ACTIVITY: Please reproduce each line of the data below exactly as shown.

== GIVEN ENTRIES ==

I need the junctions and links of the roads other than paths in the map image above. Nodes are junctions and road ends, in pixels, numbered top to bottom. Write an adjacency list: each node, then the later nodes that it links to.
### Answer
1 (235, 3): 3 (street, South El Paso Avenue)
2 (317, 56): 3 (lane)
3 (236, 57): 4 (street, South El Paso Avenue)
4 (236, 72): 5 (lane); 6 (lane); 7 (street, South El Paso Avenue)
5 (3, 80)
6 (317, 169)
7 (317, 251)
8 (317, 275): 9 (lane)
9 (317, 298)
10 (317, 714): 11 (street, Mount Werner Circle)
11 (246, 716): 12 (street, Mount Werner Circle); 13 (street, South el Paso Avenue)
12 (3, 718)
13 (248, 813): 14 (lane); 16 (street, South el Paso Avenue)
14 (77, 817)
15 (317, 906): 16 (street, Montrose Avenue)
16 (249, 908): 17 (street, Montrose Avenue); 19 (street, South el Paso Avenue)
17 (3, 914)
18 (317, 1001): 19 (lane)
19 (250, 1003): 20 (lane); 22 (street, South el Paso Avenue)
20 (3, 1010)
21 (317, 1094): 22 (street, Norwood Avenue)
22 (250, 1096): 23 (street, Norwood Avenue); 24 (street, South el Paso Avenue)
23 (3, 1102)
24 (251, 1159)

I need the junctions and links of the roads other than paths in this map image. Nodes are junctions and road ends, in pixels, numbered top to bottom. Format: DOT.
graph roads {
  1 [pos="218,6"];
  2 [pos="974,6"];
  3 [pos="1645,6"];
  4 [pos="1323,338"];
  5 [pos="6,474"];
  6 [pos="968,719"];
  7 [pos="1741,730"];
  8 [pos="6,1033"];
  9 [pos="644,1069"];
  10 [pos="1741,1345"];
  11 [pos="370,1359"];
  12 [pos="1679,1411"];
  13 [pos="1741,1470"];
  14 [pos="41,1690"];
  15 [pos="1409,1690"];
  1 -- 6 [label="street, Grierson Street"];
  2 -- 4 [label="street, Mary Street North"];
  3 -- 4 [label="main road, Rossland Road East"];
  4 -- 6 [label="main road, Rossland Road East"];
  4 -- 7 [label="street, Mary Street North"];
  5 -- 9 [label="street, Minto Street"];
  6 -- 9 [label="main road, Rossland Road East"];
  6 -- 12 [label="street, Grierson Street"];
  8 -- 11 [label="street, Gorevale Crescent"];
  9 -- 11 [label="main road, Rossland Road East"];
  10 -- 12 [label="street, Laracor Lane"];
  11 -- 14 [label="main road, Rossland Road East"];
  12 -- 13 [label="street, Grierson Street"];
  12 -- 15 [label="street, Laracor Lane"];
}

===

COMPLETED EXERCISE:
I need the junctions and links of the roads other than paths in the map image above. Nodes are junctions and road ends, in pixels, numbered top to bottom. Write an adjacency list: each node, then the later nodes that it links to.
### Answer
1 (235, 3): 3 (street, South El Paso Avenue)
2 (317, 56): 3 (lane)
3 (236, 57): 4 (street, South El Paso Avenue)
4 (236, 72): 5 (lane); 6 (lane); 7 (street, South El Paso Avenue)
5 (3, 80)
6 (317, 169)
7 (317, 251)
8 (317, 275): 9 (lane)
9 (317, 298)
10 (317, 714): 11 (street, Mount Werner Circle)
11 (246, 716): 12 (street, Mount Werner Circle); 13 (street, South el Paso Avenue)
12 (3, 718)
13 (248, 813): 14 (lane); 16 (street, South el Paso Avenue)
14 (77, 817)
15 (317, 906): 16 (street, Montrose Avenue)
16 (249, 908): 17 (street, Montrose Avenue); 19 (street, South el Paso Avenue)
17 (3, 914)
18 (317, 1001): 19 (lane)
19 (250, 1003): 20 (lane); 22 (street, South el Paso Avenue)
20 (3, 1010)
21 (317, 1094): 22 (street, Norwood Avenue)
22 (250, 1096): 23 (street, Norwood Avenue); 24 (street, South el Paso Avenue)
23 (3, 1102)
24 (251, 1159)

I need the junctions and links of the roads other than paths in this map image. Nodes are junctions and road ends, in pixels, numbered top to bottom. Format: DOT.
graph roads {
  1 [pos="218,6"];
  2 [pos="974,6"];
  3 [pos="1645,6"];
  4 [pos="1323,338"];
  5 [pos="6,474"];
  6 [pos="968,719"];
  7 [pos="1741,730"];
  8 [pos="6,1033"];
  9 [pos="644,1069"];
  10 [pos="1741,1345"];
  11 [pos="370,1359"];
  12 [pos="1679,1411"];
  13 [pos="1741,1470"];
  14 [pos="41,1690"];
  15 [pos="1409,1690"];
  1 -- 6 [label="street, Grierson Street"];
  2 -- 4 [label="street, Mary Street North"];
  3 -- 4 [label="main road, Rossland Road East"];
  4 -- 6 [label="main road, Rossland Road East"];
  4 -- 7 [label="street, Mary Street North"];
  5 -- 9 [label="street, Minto Street"];
  6 -- 9 [label="main road, Rossland Road East"];
  6 -- 12 [label="street, Grierson Street"];
  8 -- 11 [label="street, Gorevale Crescent"];
  9 -- 11 [label="main road, Rossland Road East"];
  10 -- 12 [label="street, Laracor Lane"];
  11 -- 14 [label="main road, Rossland Road East"];
  12 -- 13 [label="street, Grierson Street"];
  12 -- 15 [label="street, Laracor Lane"];
}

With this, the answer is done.